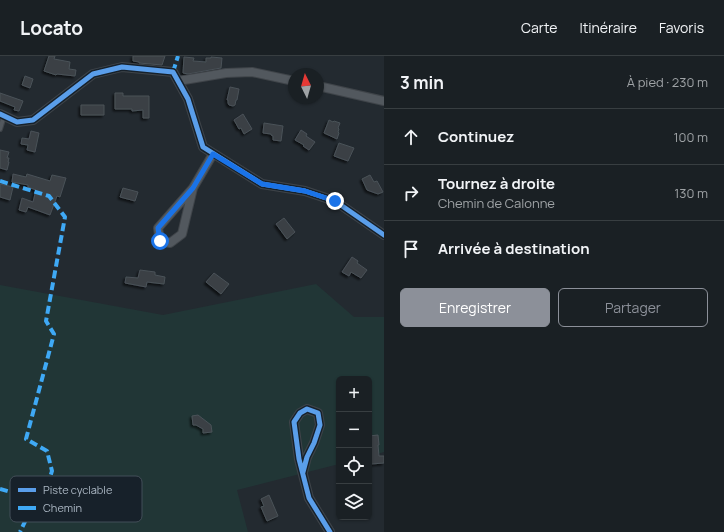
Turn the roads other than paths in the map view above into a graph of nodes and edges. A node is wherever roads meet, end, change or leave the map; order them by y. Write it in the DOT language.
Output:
graph roads {
  1 [pos="288,80"];
  2 [pos="178,81"];
  3 [pos="324,87"];
  4 [pos="384,101"];
  5 [pos="2,115"];
  6 [pos="0,129"];
  7 [pos="213,154"];
  8 [pos="193,188"];
  9 [pos="384,235"];
  10 [pos="303,472"];
  11 [pos="330,532"];
  1 -- 2 [label="street"];
  2 -- 5 [label="street"];
  2 -- 7 [label="street"];
  3 -- 4 [label="street"];
  5 -- 6 [label="lane"];
  7 -- 8 [label="street"];
  7 -- 9 [label="street"];
  8 -- 8 [label="street"];
  10 -- 10 [label="street"];
  10 -- 11 [label="street"];
}
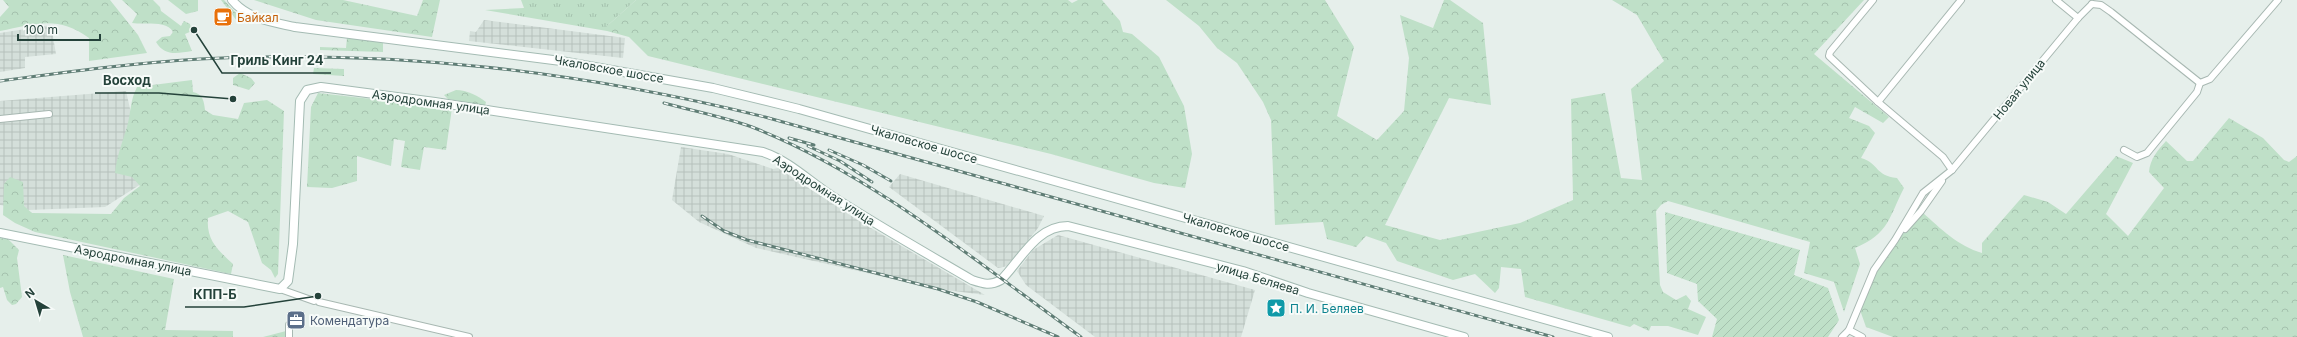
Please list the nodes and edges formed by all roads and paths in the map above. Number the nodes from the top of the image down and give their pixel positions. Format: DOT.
graph roads {
  1 [pos="232,0"];
  2 [pos="1873,0"];
  3 [pos="1961,0"];
  4 [pos="2056,0"];
  5 [pos="2278,0"];
  6 [pos="2093,2"];
  7 [pos="2078,18"];
  8 [pos="2200,83"];
  9 [pos="1878,102"];
  10 [pos="48,114"];
  11 [pos="0,119"];
  12 [pos="2124,150"];
  13 [pos="1952,170"];
  14 [pos="1051,228"];
  15 [pos="0,233"];
  16 [pos="280,289"];
  17 [pos="289,325"];
  18 [pos="1849,330"];
  19 [pos="289,337"];
  20 [pos="469,337"];
  21 [pos="1464,337"];
  22 [pos="1608,337"];
  23 [pos="1842,337"];
  24 [pos="1862,337"];
  1 -- 22 [label="street, Чкаловское шоссе"];
  2 -- 9 [label="street"];
  3 -- 9 [label="street"];
  4 -- 7 [label="street"];
  5 -- 8 [label="street"];
  6 -- 7 [label="street, Новая улица"];
  6 -- 8 [label="street"];
  7 -- 13 [label="street, Новая улица"];
  8 -- 12 [label="street"];
  9 -- 13 [label="street"];
  10 -- 11 [label="street"];
  13 -- 18 [label="street, Новая улица"];
  14 -- 16 [label="street, Аэродромная улица"];
  14 -- 21 [label="street, улица Беляева"];
  15 -- 16 [label="street, Аэродромная улица"];
  16 -- 20 [label="street"];
  17 -- 19 [label="street"];
  18 -- 23 [label="street"];
  18 -- 24 [label="street"];
}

■ INSTRUCTIONS TO FOLLOW ■
Can you restate all the records above word for word while dropping the pictures?

■ EXERCISE OUTPUT ■
Turn the roads other than paths in the map view above into a graph of nodes and edges. A node is wherever roads meet, end, change or leave the map; order them by y. Write it in the DOT language.
Output:
graph roads {
  1 [pos="288,80"];
  2 [pos="178,81"];
  3 [pos="324,87"];
  4 [pos="384,101"];
  5 [pos="2,115"];
  6 [pos="0,129"];
  7 [pos="213,154"];
  8 [pos="193,188"];
  9 [pos="384,235"];
  10 [pos="303,472"];
  11 [pos="330,532"];
  1 -- 2 [label="street"];
  2 -- 5 [label="street"];
  2 -- 7 [label="street"];
  3 -- 4 [label="street"];
  5 -- 6 [label="lane"];
  7 -- 8 [label="street"];
  7 -- 9 [label="street"];
  8 -- 8 [label="street"];
  10 -- 10 [label="street"];
  10 -- 11 [label="street"];
}
Please list the nodes and edges formed by all roads and paths in the map above. Number the nodes from the top of the image down and give their pixel positions. Format: DOT.
graph roads {
  1 [pos="232,0"];
  2 [pos="1873,0"];
  3 [pos="1961,0"];
  4 [pos="2056,0"];
  5 [pos="2278,0"];
  6 [pos="2093,2"];
  7 [pos="2078,18"];
  8 [pos="2200,83"];
  9 [pos="1878,102"];
  10 [pos="48,114"];
  11 [pos="0,119"];
  12 [pos="2124,150"];
  13 [pos="1952,170"];
  14 [pos="1051,228"];
  15 [pos="0,233"];
  16 [pos="280,289"];
  17 [pos="289,325"];
  18 [pos="1849,330"];
  19 [pos="289,337"];
  20 [pos="469,337"];
  21 [pos="1464,337"];
  22 [pos="1608,337"];
  23 [pos="1842,337"];
  24 [pos="1862,337"];
  1 -- 22 [label="street, Чкаловское шоссе"];
  2 -- 9 [label="street"];
  3 -- 9 [label="street"];
  4 -- 7 [label="street"];
  5 -- 8 [label="street"];
  6 -- 7 [label="street, Новая улица"];
  6 -- 8 [label="street"];
  7 -- 13 [label="street, Новая улица"];
  8 -- 12 [label="street"];
  9 -- 13 [label="street"];
  10 -- 11 [label="street"];
  13 -- 18 [label="street, Новая улица"];
  14 -- 16 [label="street, Аэродромная улица"];
  14 -- 21 [label="street, улица Беляева"];
  15 -- 16 [label="street, Аэродромная улица"];
  16 -- 20 [label="street"];
  17 -- 19 [label="street"];
  18 -- 23 [label="street"];
  18 -- 24 [label="street"];
}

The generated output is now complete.